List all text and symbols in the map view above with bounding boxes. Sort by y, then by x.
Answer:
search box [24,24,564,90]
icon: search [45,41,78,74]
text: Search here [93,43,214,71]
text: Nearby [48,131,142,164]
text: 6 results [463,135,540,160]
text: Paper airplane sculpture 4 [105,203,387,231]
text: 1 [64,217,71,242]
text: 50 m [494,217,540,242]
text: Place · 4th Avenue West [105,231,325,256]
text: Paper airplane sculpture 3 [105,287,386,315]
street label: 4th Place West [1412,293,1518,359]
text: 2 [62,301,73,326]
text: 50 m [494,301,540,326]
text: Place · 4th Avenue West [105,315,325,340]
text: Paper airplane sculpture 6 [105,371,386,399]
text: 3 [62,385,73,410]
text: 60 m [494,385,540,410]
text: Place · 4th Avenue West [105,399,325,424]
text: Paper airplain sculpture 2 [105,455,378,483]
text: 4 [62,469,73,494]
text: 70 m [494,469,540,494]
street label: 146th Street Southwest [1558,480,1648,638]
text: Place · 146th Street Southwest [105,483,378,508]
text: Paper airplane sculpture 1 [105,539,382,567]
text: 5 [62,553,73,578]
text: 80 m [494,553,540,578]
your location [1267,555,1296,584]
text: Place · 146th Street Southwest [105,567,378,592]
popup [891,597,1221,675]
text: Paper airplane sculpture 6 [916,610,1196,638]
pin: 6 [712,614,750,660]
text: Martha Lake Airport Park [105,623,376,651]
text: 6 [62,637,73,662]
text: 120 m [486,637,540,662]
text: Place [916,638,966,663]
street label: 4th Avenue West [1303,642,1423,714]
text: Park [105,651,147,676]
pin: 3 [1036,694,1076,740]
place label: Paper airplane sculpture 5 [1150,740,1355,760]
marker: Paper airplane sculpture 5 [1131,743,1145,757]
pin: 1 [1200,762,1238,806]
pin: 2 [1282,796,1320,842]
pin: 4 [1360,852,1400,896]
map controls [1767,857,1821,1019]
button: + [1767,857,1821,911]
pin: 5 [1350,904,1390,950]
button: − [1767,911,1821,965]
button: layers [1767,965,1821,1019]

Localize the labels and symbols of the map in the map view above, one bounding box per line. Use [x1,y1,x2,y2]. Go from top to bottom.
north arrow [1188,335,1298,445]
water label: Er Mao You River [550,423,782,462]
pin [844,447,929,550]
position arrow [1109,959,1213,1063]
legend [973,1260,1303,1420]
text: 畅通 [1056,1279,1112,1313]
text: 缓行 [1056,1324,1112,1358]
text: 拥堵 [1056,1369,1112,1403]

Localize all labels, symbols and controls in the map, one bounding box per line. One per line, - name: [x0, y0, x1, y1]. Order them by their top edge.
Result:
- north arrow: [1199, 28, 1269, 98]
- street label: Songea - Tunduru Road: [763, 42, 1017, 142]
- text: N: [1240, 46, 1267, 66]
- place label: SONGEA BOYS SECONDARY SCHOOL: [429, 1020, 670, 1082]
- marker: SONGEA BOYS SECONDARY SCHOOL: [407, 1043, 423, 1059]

┄┄┄┄┄┄┄┄┄┄┄┄┄┄┄┄┄┄┄┄

● TASK DESCRIPTION: The full listing, retyped exactly, is the expected answer.

● RESPONSE:
List all text and symbols in the map view above with bounding boxes. Sort by y, then by x.
Answer:
search box [24,24,564,90]
icon: search [45,41,78,74]
text: Search here [93,43,214,71]
text: Nearby [48,131,142,164]
text: 6 results [463,135,540,160]
text: Paper airplane sculpture 4 [105,203,387,231]
text: 1 [64,217,71,242]
text: 50 m [494,217,540,242]
text: Place · 4th Avenue West [105,231,325,256]
text: Paper airplane sculpture 3 [105,287,386,315]
street label: 4th Place West [1412,293,1518,359]
text: 2 [62,301,73,326]
text: 50 m [494,301,540,326]
text: Place · 4th Avenue West [105,315,325,340]
text: Paper airplane sculpture 6 [105,371,386,399]
text: 3 [62,385,73,410]
text: 60 m [494,385,540,410]
text: Place · 4th Avenue West [105,399,325,424]
text: Paper airplain sculpture 2 [105,455,378,483]
text: 4 [62,469,73,494]
text: 70 m [494,469,540,494]
street label: 146th Street Southwest [1558,480,1648,638]
text: Place · 146th Street Southwest [105,483,378,508]
text: Paper airplane sculpture 1 [105,539,382,567]
text: 5 [62,553,73,578]
text: 80 m [494,553,540,578]
your location [1267,555,1296,584]
text: Place · 146th Street Southwest [105,567,378,592]
popup [891,597,1221,675]
text: Paper airplane sculpture 6 [916,610,1196,638]
pin: 6 [712,614,750,660]
text: Martha Lake Airport Park [105,623,376,651]
text: 6 [62,637,73,662]
text: 120 m [486,637,540,662]
text: Place [916,638,966,663]
street label: 4th Avenue West [1303,642,1423,714]
text: Park [105,651,147,676]
pin: 3 [1036,694,1076,740]
place label: Paper airplane sculpture 5 [1150,740,1355,760]
marker: Paper airplane sculpture 5 [1131,743,1145,757]
pin: 1 [1200,762,1238,806]
pin: 2 [1282,796,1320,842]
pin: 4 [1360,852,1400,896]
map controls [1767,857,1821,1019]
button: + [1767,857,1821,911]
pin: 5 [1350,904,1390,950]
button: − [1767,911,1821,965]
button: layers [1767,965,1821,1019]

Localize the labels and symbols of the map in the map view above, one bounding box per line. Use [x1,y1,x2,y2]. Go from top to bottom.
north arrow [1188,335,1298,445]
water label: Er Mao You River [550,423,782,462]
pin [844,447,929,550]
position arrow [1109,959,1213,1063]
legend [973,1260,1303,1420]
text: 畅通 [1056,1279,1112,1313]
text: 缓行 [1056,1324,1112,1358]
text: 拥堵 [1056,1369,1112,1403]

Localize all labels, symbols and controls in the map, one bounding box per line. One per line, - name: [x0, y0, x1, y1]. Order them by their top edge.
Result:
- north arrow: [1199, 28, 1269, 98]
- street label: Songea - Tunduru Road: [763, 42, 1017, 142]
- text: N: [1240, 46, 1267, 66]
- place label: SONGEA BOYS SECONDARY SCHOOL: [429, 1020, 670, 1082]
- marker: SONGEA BOYS SECONDARY SCHOOL: [407, 1043, 423, 1059]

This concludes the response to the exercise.